What the task requires:
Take each line of the records below that contains the string "Jalan" and copy it.

Supplied entries:
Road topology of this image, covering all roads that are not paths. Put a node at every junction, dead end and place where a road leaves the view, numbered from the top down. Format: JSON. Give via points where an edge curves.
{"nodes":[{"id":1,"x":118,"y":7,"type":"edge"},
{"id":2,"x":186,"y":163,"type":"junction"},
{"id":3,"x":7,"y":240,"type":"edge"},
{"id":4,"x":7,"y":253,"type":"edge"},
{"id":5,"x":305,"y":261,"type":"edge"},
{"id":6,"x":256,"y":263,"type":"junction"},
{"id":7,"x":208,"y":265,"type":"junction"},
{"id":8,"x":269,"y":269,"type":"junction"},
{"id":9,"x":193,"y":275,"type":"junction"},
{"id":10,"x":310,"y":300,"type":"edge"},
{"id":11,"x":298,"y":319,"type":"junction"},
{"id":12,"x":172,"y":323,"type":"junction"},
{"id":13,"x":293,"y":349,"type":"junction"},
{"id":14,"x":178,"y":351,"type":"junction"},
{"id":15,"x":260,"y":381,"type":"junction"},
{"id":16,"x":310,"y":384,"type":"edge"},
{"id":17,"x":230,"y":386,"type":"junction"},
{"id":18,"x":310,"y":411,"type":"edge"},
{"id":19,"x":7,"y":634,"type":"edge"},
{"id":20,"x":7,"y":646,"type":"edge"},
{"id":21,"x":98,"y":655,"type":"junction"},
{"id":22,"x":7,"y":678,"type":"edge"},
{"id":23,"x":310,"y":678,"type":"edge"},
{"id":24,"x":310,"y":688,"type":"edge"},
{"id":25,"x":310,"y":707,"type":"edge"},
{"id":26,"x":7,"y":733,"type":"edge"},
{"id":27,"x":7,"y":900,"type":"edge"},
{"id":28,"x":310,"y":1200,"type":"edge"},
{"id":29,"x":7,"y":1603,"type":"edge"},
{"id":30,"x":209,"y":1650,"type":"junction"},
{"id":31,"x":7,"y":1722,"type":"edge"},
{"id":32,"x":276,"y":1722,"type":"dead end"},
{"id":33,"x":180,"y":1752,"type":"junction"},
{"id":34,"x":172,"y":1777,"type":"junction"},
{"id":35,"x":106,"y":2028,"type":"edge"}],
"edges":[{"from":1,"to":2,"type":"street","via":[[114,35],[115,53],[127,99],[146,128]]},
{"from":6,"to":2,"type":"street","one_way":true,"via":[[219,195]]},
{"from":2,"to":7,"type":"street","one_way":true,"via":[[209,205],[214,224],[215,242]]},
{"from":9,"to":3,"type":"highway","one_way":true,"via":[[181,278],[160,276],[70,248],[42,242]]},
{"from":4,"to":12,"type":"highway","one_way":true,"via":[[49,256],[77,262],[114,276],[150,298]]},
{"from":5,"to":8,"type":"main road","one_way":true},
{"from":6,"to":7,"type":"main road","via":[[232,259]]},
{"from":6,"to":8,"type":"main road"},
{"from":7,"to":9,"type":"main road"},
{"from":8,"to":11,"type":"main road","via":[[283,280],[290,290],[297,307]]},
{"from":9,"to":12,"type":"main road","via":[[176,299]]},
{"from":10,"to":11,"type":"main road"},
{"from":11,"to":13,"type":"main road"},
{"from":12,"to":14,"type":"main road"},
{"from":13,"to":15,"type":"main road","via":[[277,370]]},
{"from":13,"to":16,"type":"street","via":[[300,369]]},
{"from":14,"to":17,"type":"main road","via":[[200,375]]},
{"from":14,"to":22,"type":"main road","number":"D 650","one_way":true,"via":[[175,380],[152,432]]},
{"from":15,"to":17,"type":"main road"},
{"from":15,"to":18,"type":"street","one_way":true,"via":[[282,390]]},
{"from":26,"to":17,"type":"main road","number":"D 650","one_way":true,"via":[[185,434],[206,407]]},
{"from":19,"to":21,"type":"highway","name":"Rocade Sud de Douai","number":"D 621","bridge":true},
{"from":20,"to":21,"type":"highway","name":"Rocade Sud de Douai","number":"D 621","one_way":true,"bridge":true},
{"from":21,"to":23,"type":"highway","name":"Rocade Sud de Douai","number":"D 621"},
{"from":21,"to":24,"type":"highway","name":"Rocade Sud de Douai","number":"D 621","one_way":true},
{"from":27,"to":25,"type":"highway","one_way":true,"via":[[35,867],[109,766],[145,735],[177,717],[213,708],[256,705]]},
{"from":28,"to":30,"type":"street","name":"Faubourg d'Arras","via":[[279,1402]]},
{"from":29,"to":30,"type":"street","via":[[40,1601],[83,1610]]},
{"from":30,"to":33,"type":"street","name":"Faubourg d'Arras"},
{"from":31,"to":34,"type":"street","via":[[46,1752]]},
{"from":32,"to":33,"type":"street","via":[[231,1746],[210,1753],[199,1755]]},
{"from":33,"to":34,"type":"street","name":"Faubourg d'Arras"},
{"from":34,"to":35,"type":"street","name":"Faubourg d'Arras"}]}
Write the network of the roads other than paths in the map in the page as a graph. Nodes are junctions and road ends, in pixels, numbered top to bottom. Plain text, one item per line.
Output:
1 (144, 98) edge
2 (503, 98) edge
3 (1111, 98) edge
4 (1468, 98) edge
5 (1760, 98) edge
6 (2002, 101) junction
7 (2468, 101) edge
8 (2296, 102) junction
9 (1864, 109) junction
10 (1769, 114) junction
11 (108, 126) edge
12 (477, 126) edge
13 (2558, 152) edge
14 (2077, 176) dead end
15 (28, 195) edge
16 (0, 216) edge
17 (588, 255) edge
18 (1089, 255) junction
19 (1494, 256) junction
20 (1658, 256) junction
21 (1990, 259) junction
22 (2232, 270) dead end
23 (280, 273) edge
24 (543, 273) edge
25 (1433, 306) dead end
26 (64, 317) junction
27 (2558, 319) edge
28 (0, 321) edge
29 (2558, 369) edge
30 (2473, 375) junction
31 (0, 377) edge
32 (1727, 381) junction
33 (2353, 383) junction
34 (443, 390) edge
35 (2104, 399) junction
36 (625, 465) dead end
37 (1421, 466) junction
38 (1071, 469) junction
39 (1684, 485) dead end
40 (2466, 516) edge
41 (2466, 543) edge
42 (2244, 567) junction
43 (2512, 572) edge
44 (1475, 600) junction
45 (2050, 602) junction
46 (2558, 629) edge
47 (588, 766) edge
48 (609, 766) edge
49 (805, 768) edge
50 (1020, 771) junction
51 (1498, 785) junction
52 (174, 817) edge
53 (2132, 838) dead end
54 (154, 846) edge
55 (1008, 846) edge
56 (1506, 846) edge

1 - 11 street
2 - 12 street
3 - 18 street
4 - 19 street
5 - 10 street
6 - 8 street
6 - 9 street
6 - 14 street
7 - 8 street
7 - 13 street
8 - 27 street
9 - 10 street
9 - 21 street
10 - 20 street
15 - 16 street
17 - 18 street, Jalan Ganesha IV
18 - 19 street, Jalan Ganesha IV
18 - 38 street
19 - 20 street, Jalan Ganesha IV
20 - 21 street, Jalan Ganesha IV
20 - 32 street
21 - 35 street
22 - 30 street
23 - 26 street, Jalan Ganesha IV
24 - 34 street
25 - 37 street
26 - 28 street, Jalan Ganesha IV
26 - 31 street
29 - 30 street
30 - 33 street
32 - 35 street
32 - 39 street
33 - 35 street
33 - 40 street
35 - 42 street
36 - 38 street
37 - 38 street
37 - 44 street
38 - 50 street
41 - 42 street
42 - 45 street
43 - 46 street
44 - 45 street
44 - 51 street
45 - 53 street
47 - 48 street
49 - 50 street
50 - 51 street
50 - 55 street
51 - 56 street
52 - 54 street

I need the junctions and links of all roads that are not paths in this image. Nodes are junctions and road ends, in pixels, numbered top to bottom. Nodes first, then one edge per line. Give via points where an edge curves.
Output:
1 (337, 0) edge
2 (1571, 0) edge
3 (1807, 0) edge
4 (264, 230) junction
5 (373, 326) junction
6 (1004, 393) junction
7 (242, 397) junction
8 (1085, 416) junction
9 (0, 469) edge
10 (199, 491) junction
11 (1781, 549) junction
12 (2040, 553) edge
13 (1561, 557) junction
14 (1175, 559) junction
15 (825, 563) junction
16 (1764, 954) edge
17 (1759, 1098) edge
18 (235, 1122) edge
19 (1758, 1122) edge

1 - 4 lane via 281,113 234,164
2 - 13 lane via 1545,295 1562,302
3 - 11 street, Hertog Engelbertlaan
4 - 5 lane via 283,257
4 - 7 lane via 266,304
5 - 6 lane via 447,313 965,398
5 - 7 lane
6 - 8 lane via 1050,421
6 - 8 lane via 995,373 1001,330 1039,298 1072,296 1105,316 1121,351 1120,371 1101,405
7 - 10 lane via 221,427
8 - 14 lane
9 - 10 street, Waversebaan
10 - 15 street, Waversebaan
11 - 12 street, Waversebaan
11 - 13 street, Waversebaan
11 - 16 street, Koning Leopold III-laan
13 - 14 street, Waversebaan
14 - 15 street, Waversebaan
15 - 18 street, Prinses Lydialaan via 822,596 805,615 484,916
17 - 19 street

Result for this exercise:
17 - 18 street, Jalan Ganesha IV
18 - 19 street, Jalan Ganesha IV
19 - 20 street, Jalan Ganesha IV
20 - 21 street, Jalan Ganesha IV
23 - 26 street, Jalan Ganesha IV
26 - 28 street, Jalan Ganesha IV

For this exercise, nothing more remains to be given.